--- Task statement ---
What lines of the listing include the string "every"? Show them all.

--- Data supplied ---
--- START ---
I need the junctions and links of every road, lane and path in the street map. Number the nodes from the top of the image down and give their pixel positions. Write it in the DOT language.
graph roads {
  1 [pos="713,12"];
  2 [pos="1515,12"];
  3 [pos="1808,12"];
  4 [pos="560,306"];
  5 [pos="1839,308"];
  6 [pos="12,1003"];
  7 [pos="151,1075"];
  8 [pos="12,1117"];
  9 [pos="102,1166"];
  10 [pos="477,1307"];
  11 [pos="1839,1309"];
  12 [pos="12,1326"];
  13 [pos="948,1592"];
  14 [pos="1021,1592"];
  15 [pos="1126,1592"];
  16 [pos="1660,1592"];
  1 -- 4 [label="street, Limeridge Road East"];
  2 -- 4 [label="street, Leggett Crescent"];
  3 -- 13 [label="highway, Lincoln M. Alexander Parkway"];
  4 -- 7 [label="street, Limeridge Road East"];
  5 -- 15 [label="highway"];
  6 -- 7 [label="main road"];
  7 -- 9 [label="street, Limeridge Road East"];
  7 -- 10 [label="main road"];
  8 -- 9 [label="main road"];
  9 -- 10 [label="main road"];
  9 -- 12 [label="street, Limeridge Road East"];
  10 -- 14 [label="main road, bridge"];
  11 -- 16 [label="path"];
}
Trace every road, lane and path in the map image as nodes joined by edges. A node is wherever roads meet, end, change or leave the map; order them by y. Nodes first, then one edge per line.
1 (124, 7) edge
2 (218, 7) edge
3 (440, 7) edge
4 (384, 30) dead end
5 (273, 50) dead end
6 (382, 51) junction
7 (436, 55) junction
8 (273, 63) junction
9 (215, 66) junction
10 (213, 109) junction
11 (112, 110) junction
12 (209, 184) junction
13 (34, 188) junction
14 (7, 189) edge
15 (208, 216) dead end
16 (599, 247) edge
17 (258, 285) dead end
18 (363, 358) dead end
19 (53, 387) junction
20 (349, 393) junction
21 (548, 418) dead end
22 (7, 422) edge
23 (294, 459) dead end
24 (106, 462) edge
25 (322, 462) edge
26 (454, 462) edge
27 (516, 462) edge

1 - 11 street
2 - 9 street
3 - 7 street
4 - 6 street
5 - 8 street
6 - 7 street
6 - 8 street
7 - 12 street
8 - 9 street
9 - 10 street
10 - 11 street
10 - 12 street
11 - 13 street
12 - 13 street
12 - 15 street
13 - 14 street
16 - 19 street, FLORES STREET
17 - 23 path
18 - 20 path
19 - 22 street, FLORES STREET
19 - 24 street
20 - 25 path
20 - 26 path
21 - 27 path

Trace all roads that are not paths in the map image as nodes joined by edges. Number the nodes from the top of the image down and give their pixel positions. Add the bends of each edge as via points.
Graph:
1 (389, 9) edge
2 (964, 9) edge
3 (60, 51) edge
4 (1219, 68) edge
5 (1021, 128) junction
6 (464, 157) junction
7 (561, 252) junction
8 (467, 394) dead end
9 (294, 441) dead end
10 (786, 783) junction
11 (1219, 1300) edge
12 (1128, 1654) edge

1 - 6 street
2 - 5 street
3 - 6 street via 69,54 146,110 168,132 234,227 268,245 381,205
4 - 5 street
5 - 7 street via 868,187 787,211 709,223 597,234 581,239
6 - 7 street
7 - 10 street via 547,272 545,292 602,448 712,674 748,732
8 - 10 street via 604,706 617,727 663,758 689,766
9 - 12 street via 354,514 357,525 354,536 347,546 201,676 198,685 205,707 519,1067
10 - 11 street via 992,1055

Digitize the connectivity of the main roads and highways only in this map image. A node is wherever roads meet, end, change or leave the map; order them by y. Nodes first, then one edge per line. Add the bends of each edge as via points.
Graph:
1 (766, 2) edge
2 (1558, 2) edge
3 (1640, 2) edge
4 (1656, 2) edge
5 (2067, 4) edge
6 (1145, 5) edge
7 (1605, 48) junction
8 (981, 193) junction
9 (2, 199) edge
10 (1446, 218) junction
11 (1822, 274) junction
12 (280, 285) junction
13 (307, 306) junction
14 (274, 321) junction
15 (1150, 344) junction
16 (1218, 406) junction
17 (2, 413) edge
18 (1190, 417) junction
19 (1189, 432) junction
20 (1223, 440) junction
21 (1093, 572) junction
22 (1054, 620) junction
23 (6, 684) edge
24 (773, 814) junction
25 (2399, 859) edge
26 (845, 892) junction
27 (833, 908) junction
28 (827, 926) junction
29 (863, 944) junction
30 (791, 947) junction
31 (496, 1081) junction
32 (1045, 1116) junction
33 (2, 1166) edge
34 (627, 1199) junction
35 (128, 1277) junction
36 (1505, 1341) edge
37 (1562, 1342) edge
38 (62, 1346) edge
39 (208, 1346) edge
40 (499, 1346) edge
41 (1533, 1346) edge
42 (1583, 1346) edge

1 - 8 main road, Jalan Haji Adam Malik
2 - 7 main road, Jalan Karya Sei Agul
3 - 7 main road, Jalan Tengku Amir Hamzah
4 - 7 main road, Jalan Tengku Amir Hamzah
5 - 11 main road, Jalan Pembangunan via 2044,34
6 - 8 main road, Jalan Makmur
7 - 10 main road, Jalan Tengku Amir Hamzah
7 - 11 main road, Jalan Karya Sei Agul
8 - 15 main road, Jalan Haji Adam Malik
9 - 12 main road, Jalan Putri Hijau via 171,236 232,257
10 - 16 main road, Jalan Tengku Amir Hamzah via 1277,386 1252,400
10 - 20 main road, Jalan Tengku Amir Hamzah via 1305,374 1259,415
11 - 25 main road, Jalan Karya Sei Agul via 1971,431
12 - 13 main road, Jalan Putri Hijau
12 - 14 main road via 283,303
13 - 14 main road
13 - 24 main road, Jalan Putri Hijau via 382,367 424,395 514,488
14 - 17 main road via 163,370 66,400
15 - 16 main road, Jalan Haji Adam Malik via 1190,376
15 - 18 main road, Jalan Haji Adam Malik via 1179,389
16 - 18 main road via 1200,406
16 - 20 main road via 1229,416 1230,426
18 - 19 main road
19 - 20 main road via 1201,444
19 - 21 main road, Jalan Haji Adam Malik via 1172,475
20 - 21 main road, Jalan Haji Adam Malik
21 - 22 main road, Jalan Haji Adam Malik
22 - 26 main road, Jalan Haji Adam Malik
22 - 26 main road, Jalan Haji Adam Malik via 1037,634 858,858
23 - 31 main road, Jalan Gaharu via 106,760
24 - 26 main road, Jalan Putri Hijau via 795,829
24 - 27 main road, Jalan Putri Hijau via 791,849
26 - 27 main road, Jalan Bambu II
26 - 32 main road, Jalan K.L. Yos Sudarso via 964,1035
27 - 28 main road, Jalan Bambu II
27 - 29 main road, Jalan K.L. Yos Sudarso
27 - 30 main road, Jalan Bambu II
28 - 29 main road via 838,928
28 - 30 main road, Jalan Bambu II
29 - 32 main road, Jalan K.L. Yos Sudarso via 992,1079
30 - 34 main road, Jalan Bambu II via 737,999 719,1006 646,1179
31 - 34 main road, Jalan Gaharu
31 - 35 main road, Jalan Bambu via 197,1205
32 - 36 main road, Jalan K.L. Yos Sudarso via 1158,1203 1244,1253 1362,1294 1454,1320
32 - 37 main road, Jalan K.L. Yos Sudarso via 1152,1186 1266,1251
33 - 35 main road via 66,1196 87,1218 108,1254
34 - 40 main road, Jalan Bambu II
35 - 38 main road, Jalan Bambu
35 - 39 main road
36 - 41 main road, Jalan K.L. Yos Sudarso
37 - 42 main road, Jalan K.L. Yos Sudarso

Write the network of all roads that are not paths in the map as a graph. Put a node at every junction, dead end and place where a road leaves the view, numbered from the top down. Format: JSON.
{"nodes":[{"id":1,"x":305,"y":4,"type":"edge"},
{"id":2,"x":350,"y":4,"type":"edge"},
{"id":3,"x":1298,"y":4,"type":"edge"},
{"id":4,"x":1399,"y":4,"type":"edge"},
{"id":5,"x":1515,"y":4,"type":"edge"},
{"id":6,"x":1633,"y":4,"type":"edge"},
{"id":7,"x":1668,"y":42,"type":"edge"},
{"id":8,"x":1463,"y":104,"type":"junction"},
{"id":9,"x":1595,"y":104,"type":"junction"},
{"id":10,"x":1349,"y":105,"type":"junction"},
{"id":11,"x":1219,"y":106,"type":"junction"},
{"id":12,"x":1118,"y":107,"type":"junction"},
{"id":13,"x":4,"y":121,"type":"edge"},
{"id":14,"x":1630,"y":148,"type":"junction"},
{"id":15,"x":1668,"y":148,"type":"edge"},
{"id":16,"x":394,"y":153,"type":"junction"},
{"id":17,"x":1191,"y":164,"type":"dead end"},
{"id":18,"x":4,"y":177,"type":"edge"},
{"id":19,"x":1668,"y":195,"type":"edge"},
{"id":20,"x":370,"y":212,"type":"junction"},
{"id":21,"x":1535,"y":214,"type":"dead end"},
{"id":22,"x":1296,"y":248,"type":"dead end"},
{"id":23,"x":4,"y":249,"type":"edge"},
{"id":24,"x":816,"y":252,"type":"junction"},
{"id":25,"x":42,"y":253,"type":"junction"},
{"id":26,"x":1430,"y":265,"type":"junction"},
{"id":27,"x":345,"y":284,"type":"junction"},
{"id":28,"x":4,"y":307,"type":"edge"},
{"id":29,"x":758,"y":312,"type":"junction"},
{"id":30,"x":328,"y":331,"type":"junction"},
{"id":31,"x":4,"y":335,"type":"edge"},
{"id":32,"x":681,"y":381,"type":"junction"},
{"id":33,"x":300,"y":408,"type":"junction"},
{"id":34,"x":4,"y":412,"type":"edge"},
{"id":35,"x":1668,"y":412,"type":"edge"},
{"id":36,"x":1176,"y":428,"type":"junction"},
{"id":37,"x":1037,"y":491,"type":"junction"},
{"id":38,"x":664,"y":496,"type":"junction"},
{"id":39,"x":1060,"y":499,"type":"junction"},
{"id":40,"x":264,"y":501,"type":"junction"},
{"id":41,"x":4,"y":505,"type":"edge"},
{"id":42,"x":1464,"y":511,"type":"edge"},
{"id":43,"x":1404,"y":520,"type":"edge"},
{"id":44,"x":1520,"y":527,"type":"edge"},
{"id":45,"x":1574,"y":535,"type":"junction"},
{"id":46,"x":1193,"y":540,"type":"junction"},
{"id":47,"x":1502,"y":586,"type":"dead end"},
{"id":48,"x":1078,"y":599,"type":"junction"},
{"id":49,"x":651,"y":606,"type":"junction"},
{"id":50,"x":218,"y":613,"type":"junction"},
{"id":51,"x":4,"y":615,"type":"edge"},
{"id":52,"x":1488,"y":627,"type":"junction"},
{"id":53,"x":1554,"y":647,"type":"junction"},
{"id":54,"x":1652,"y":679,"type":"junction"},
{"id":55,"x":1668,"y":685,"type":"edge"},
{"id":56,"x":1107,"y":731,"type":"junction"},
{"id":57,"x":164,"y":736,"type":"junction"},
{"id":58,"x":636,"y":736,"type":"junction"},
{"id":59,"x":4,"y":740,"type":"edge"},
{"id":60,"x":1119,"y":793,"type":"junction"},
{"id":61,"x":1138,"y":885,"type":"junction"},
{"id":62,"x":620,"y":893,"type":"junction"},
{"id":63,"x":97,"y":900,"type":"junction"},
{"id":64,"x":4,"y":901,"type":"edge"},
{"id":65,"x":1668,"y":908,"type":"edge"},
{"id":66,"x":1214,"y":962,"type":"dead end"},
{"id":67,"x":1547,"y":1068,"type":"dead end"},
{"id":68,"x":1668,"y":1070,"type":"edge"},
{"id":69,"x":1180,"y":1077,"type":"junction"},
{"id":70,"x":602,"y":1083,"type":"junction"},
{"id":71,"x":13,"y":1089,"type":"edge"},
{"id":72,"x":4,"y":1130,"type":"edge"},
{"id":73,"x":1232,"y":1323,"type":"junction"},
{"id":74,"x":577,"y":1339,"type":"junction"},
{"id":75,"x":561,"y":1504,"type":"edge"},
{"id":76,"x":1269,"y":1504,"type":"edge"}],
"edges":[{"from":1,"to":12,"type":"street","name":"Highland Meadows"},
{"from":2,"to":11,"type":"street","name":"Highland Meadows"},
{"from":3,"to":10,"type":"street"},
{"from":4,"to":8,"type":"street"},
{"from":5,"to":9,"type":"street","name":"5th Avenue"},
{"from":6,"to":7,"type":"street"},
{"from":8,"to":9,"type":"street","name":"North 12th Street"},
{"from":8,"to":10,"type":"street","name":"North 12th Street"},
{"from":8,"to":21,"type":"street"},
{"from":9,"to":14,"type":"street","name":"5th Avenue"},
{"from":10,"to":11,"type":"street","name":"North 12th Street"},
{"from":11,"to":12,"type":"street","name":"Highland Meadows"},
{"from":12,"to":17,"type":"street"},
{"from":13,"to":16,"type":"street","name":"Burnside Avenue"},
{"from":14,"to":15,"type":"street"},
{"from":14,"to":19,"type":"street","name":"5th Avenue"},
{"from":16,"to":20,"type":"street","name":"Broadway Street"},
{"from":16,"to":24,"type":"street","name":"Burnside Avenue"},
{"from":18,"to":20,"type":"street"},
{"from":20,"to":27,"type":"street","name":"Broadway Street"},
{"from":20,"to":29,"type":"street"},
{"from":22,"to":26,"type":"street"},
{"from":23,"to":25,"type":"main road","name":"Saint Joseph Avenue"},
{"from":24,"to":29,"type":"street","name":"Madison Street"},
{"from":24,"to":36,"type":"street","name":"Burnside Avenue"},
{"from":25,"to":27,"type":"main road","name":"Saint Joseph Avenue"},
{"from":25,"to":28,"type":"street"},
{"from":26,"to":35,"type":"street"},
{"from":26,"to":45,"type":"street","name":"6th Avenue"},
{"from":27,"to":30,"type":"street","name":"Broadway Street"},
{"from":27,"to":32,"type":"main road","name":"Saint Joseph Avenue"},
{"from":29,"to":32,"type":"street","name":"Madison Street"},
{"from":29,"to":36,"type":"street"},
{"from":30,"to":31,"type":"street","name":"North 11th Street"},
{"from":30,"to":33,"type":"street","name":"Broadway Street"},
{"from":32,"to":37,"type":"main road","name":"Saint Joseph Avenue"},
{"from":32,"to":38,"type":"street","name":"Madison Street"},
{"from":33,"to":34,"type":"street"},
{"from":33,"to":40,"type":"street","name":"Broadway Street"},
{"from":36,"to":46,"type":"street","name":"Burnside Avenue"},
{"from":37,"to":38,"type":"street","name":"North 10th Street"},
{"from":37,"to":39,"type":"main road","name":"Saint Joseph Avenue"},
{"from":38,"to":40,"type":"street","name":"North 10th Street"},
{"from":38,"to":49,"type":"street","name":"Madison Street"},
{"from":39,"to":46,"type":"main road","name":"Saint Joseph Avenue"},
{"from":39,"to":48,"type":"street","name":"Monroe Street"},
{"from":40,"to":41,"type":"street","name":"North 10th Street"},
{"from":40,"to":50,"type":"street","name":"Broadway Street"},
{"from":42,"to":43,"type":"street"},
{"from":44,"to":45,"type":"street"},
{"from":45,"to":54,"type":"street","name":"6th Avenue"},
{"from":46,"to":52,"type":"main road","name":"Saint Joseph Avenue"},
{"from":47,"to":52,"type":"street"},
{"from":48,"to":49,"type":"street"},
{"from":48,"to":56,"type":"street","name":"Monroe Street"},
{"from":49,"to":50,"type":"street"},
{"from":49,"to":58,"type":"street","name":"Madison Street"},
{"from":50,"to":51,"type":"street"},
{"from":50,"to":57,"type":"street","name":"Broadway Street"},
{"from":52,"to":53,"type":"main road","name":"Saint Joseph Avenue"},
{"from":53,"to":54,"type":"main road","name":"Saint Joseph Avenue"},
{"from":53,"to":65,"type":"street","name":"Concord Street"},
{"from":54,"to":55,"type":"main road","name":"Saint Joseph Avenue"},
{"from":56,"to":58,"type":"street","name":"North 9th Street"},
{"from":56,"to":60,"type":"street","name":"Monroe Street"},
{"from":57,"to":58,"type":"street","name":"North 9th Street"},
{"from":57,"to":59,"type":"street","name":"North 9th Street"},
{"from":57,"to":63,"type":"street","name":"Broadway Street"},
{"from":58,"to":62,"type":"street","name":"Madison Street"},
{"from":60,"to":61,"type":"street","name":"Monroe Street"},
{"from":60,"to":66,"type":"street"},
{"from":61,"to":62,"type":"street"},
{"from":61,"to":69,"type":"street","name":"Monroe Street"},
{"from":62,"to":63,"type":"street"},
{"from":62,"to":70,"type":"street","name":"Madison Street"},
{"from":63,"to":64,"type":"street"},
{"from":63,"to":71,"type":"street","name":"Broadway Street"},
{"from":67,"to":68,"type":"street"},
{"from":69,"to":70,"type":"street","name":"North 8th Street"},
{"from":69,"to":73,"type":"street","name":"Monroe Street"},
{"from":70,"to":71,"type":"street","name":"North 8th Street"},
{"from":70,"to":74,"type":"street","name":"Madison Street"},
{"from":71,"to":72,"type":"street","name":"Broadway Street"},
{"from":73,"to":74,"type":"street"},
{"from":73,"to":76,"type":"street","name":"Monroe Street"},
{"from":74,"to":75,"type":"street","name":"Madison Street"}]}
--- END ---
--- Result of the task ---
I need the junctions and links of every road, lane and path in the street map. Number the nodes from the top of the image down and give their pixel positions. Write it in the DOT language.
Trace every road, lane and path in the map image as nodes joined by edges. A node is wherever roads meet, end, change or leave the map; order them by y. Nodes first, then one edge per line.
Write the network of all roads that are not paths in the map as a graph. Put a node at every junction, dead end and place where a road leaves the view, numbered from the top down. Format: JSON.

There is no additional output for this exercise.